As follows is what AI had to say on the question at hand. Interesting.
Shorter USB cables are generally better for connecting a streamer to a DAC in audio setups — they minimize electromagnetic interference (EMI/RFI pickup), voltage drop (especially if bus-powered), and overall signal risks.
• Longer cables increase potential problems — more chance of noise, power issues, or even dropouts beyond ~5m (USB spec limit), with no real benefits in typical modern asynchronous DACs.
• The “reflections” argument for longer cables comes from a niche audiophile claim: very short cables (<1–1.5m in some old discussions) might not let signal reflections (from impedance mismatches) decay fully before the next data bit, potentially worsening jitter in poorly matched systems.
• In practice, this claim is weak and not widely supported — modern asynchronous USB DACs reclock and buffer data with their own precise clock, largely eliminating cable-induced jitter/reflection effects; measurements (e.g., Audio Science Review, Archimago) show no audible/measurable audio differences from cable length variations when the link is stable.

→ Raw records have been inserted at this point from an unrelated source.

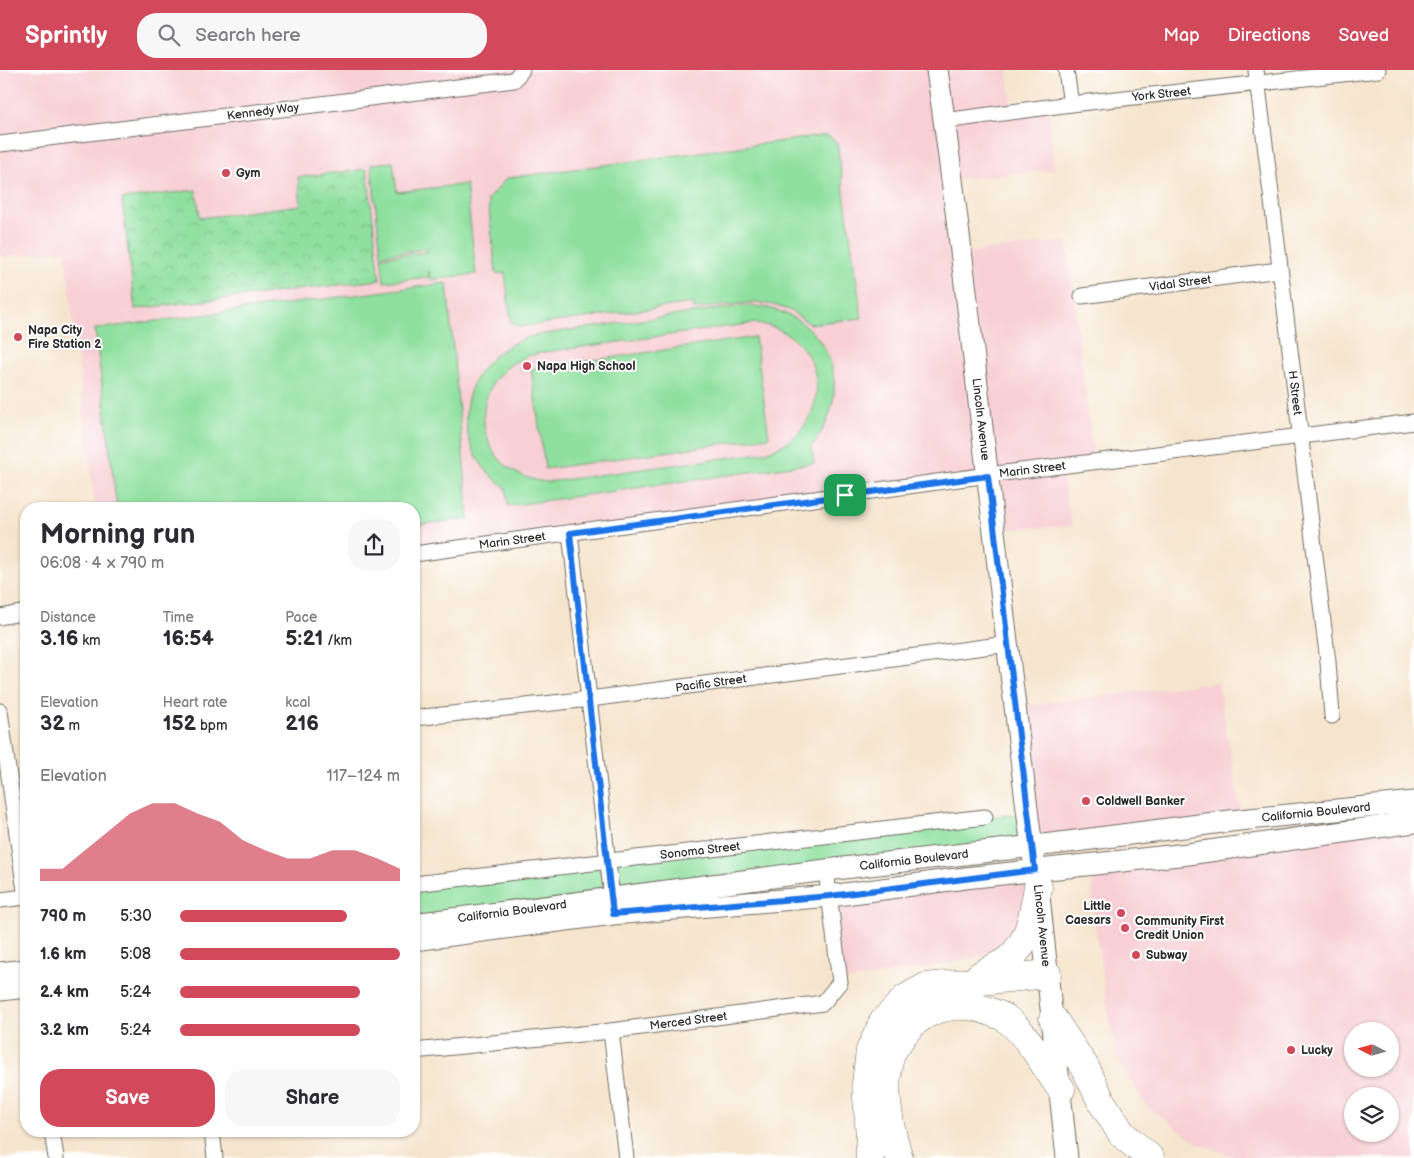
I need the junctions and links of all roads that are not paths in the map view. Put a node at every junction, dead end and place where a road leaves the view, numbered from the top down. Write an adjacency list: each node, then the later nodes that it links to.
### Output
1 (522, 70): 8 (street, Kennedy Way)
2 (937, 70): 7 (street, Lincoln Avenue)
3 (1066, 70): 6 (street)
4 (1378, 70): 5 (street, York Street)
5 (1257, 77): 6 (street, York Street); 9 (street, H Street)
6 (1071, 104): 7 (street, York Street)
7 (944, 121): 13 (street, Lincoln Avenue)
8 (0, 144)
9 (1279, 270): 10 (street, Vidal Street); 12 (street, H Street)
10 (1082, 296)
11 (1414, 422): 12 (street, Marin Street)
12 (1300, 436): 13 (street, Marin Street); 21 (street, H Street)
13 (988, 476): 14 (street, Marin Street); 18 (street, Lincoln Avenue)
14 (570, 533): 15 (street, Marin Street); 19 (street)
15 (420, 553)
16 (20, 613): 17 (street)
17 (0, 617)
18 (1007, 644): 19 (street, Pacific Street); 26 (street, Lincoln Avenue)
19 (590, 699): 22 (street, Pacific Street); 28 (street)
20 (0, 711): 27 (street)
21 (1332, 716)
22 (420, 717)
23 (1414, 802): 26 (street, California Boulevard)
24 (985, 817): 28 (street, Sonoma Street)
25 (1414, 822): 30 (street, California Boulevard)
26 (1031, 846): 29 (street, California Boulevard); 30 (street, Lincoln Avenue)
27 (20, 855)
28 (608, 861): 31 (street, Sonoma Street); 35 (street)
29 (826, 870): 32 (street, Merced Street); 35 (street, California Boulevard)
30 (1037, 878): 32 (street, California Boulevard); 40 (street, Lincoln Avenue); 41 (highway)
31 (420, 883)
32 (830, 896): 35 (street, California Boulevard); 45 (street, Merced Street)
33 (20, 898): 34 (street)
34 (0, 900)
35 (612, 906): 36 (street, California Boulevard); 37 (street, California Boulevard)
36 (420, 923)
37 (420, 939)
38 (20, 971): 39 (street)
39 (0, 973)
40 (1047, 974): 41 (highway); 44 (street, Lincoln Avenue)
41 (972, 981): 53 (highway)
42 (20, 987): 43 (street)
43 (0, 990)
44 (1053, 1019): 47 (street, Lincoln Avenue); 56 (highway)
45 (611, 1031): 46 (street, Merced Street); 52 (street)
46 (420, 1050)
47 (1061, 1089): 54 (highway); 55 (street, Lincoln Avenue)
48 (53, 1137): 50 (street)
49 (213, 1137): 51 (street)
50 (56, 1158)
51 (215, 1158)
52 (626, 1158)
53 (870, 1158)
54 (899, 1158)
55 (1067, 1158)
56 (1150, 1158)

• Consensus from engineering & objective tests — shorter, well-made, properly shielded USB cables (0.5–2m) are reliably better or neutral; deliberately going longer to “fix reflections” is mostly cable-marketing hype, not physics-backed evidence.
• Bottom line — Your retailer is likely stretching (or inventing) a reason to sell a longer/premium cable. Stick with a short, quality one for best results.